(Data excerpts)

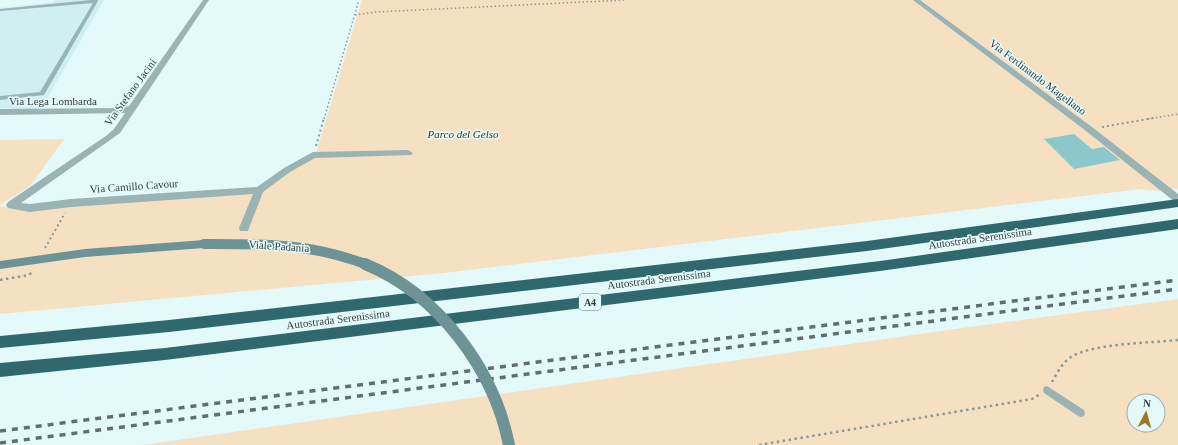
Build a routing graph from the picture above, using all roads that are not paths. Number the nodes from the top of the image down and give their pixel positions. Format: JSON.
{"nodes":[{"id":1,"x":206,"y":0,"type":"edge"},
{"id":2,"x":916,"y":0,"type":"edge"},
{"id":3,"x":57,"y":2,"type":"edge"},
{"id":4,"x":0,"y":10,"type":"edge"},
{"id":5,"x":0,"y":98,"type":"edge"},
{"id":6,"x":130,"y":109,"type":"junction"},
{"id":7,"x":0,"y":112,"type":"edge"},
{"id":8,"x":408,"y":153,"type":"dead end"},
{"id":9,"x":259,"y":190,"type":"junction"},
{"id":10,"x":1178,"y":199,"type":"edge"},
{"id":11,"x":1178,"y":203,"type":"edge"},
{"id":12,"x":11,"y":205,"type":"joint"},
{"id":13,"x":1178,"y":224,"type":"edge"},
{"id":14,"x":244,"y":228,"type":"dead end"},
{"id":15,"x":0,"y":265,"type":"edge"},
{"id":16,"x":0,"y":342,"type":"edge"},
{"id":17,"x":0,"y":370,"type":"edge"},
{"id":18,"x":1047,"y":390,"type":"road end"},
{"id":19,"x":1081,"y":413,"type":"dead end"},
{"id":20,"x":509,"y":445,"type":"edge"}],
"edges":[{"from":1,"to":6,"type":"street","name":"Via Stefano Jacini"},
{"from":2,"to":10,"type":"street","name":"Via Ferdinando Magellano"},
{"from":3,"to":4,"type":"lane"},
{"from":3,"to":5,"type":"lane"},
{"from":6,"to":7,"type":"street","name":"Via Lega Lombarda"},
{"from":6,"to":12,"type":"street","name":"Via Stefano Jacini"},
{"from":8,"to":9,"type":"street"},
{"from":9,"to":12,"type":"street","name":"Via Camillo Cavour"},
{"from":9,"to":14,"type":"street"},
{"from":11,"to":16,"type":"highway","name":"Autostrada Serenissima","number":"A4"},
{"from":13,"to":17,"type":"highway","name":"Autostrada Serenissima","number":"A4"},
{"from":15,"to":20,"type":"street","name":"Viale Padania","bridge":true},
{"from":18,"to":19,"type":"lane"}]}
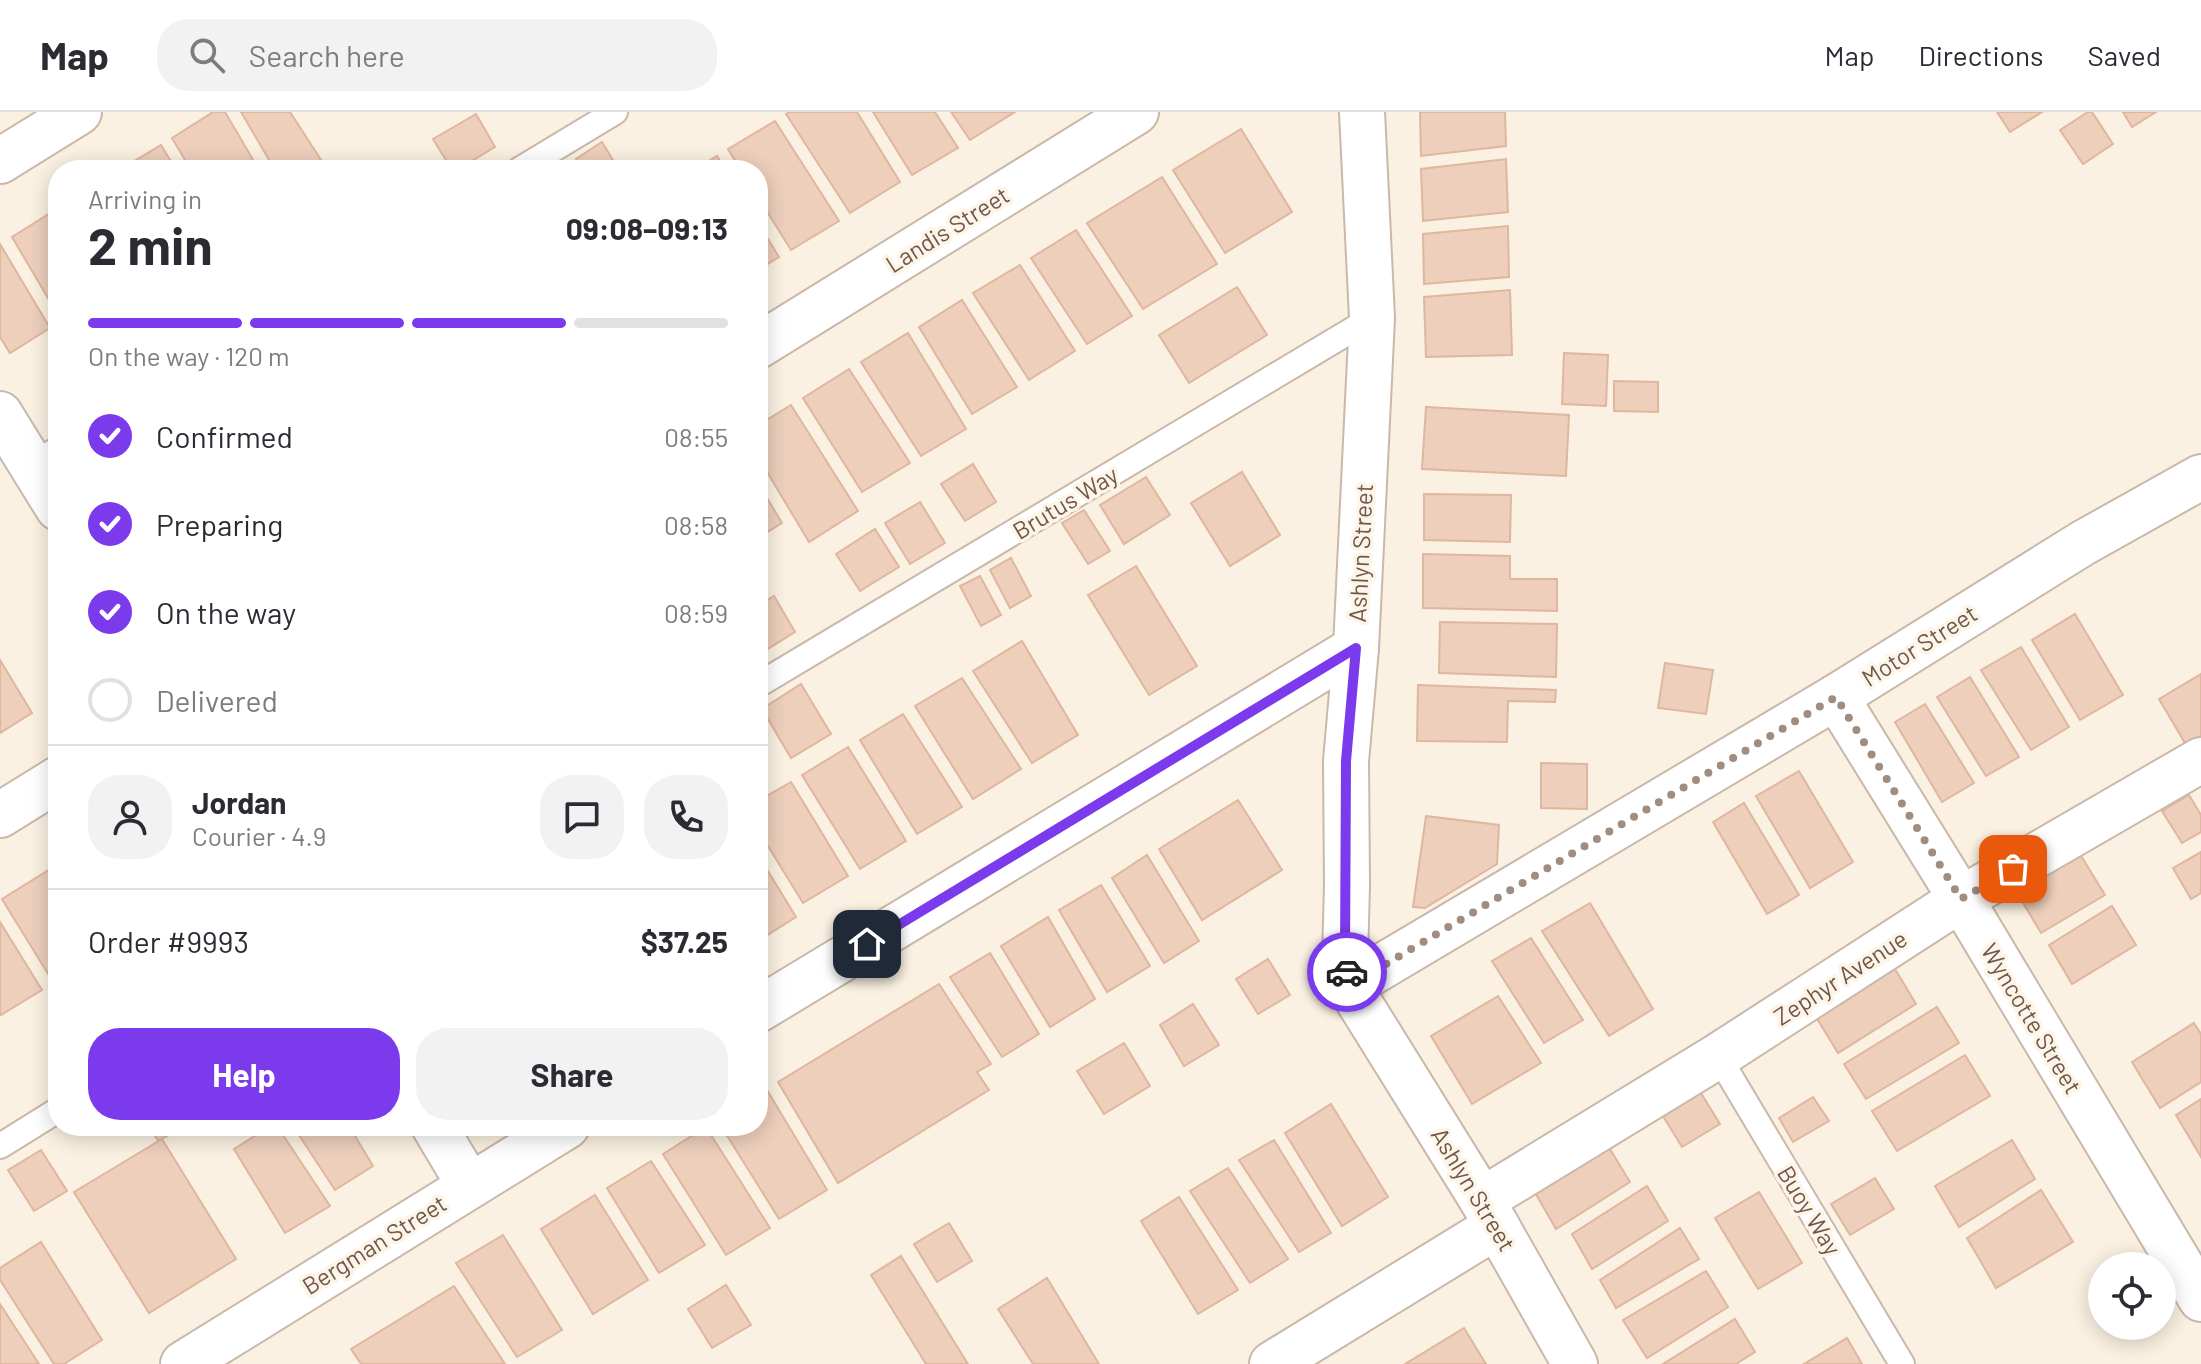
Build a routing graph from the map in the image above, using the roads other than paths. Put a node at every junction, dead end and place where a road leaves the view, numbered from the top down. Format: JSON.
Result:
{"nodes":[{"id":1,"x":79,"y":112,"type":"edge"},
{"id":2,"x":615,"y":112,"type":"edge"},
{"id":3,"x":1136,"y":112,"type":"edge"},
{"id":4,"x":1362,"y":112,"type":"edge"},
{"id":5,"x":536,"y":160,"type":"edge"},
{"id":6,"x":0,"y":161,"type":"edge"},
{"id":7,"x":1372,"y":318,"type":"junction"},
{"id":8,"x":768,"y":340,"type":"edge"},
{"id":9,"x":0,"y":414,"type":"edge"},
{"id":10,"x":45,"y":457,"type":"edge"},
{"id":11,"x":2201,"y":477,"type":"edge"},
{"id":12,"x":1356,"y":648,"type":"junction"},
{"id":13,"x":768,"y":679,"type":"edge"},
{"id":14,"x":1836,"y":697,"type":"junction"},
{"id":15,"x":2200,"y":763,"type":"edge"},
{"id":16,"x":48,"y":785,"type":"edge"},
{"id":17,"x":0,"y":815,"type":"edge"},
{"id":18,"x":1961,"y":899,"type":"junction"},
{"id":19,"x":1349,"y":986,"type":"junction"},
{"id":20,"x":768,"y":1004,"type":"edge"},
{"id":21,"x":1718,"y":1056,"type":"junction"},
{"id":22,"x":48,"y":1116,"type":"edge"},
{"id":23,"x":440,"y":1136,"type":"edge"},
{"id":24,"x":550,"y":1136,"type":"edge"},
{"id":25,"x":0,"y":1146,"type":"edge"},
{"id":26,"x":469,"y":1185,"type":"junction"},
{"id":27,"x":1490,"y":1213,"type":"junction"},
{"id":28,"x":2201,"y":1299,"type":"edge"},
{"id":29,"x":183,"y":1364,"type":"edge"},
{"id":30,"x":1272,"y":1364,"type":"edge"},
{"id":31,"x":1575,"y":1364,"type":"edge"},
{"id":32,"x":1902,"y":1364,"type":"edge"}],
"edges":[{"from":1,"to":6,"type":"street"},
{"from":2,"to":5,"type":"lane"},
{"from":3,"to":8,"type":"street","name":"Landis Street"},
{"from":4,"to":7,"type":"street","name":"Ashlyn Street"},
{"from":7,"to":12,"type":"street","name":"Ashlyn Street"},
{"from":7,"to":13,"type":"lane","name":"Brutus Way"},
{"from":9,"to":10,"type":"street"},
{"from":11,"to":14,"type":"street","name":"Motor Street"},
{"from":12,"to":19,"type":"street","name":"Ashlyn Street"},
{"from":12,"to":20,"type":"street"},
{"from":14,"to":18,"type":"street","name":"Wyncotte Street"},
{"from":14,"to":19,"type":"street","name":"Motor Street"},
{"from":15,"to":18,"type":"street","name":"Zephyr Avenue"},
{"from":16,"to":17,"type":"street"},
{"from":18,"to":21,"type":"street","name":"Zephyr Avenue"},
{"from":18,"to":28,"type":"street","name":"Wyncotte Street"},
{"from":19,"to":27,"type":"street","name":"Ashlyn Street"},
{"from":21,"to":27,"type":"street","name":"Zephyr Avenue"},
{"from":21,"to":32,"type":"lane","name":"Buoy Way"},
{"from":22,"to":25,"type":"lane"},
{"from":23,"to":26,"type":"street"},
{"from":24,"to":26,"type":"street","name":"Bergman Street"},
{"from":26,"to":29,"type":"street","name":"Bergman Street"},
{"from":27,"to":30,"type":"street","name":"Zephyr Avenue"},
{"from":27,"to":31,"type":"street","name":"Ashlyn Street"}]}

Problem description.
Wherever the word "Wyncotte" appears in the records above, copy that line.

Problem solution.
{"from":14,"to":18,"type":"street","name":"Wyncotte Street"},
{"from":18,"to":28,"type":"street","name":"Wyncotte Street"},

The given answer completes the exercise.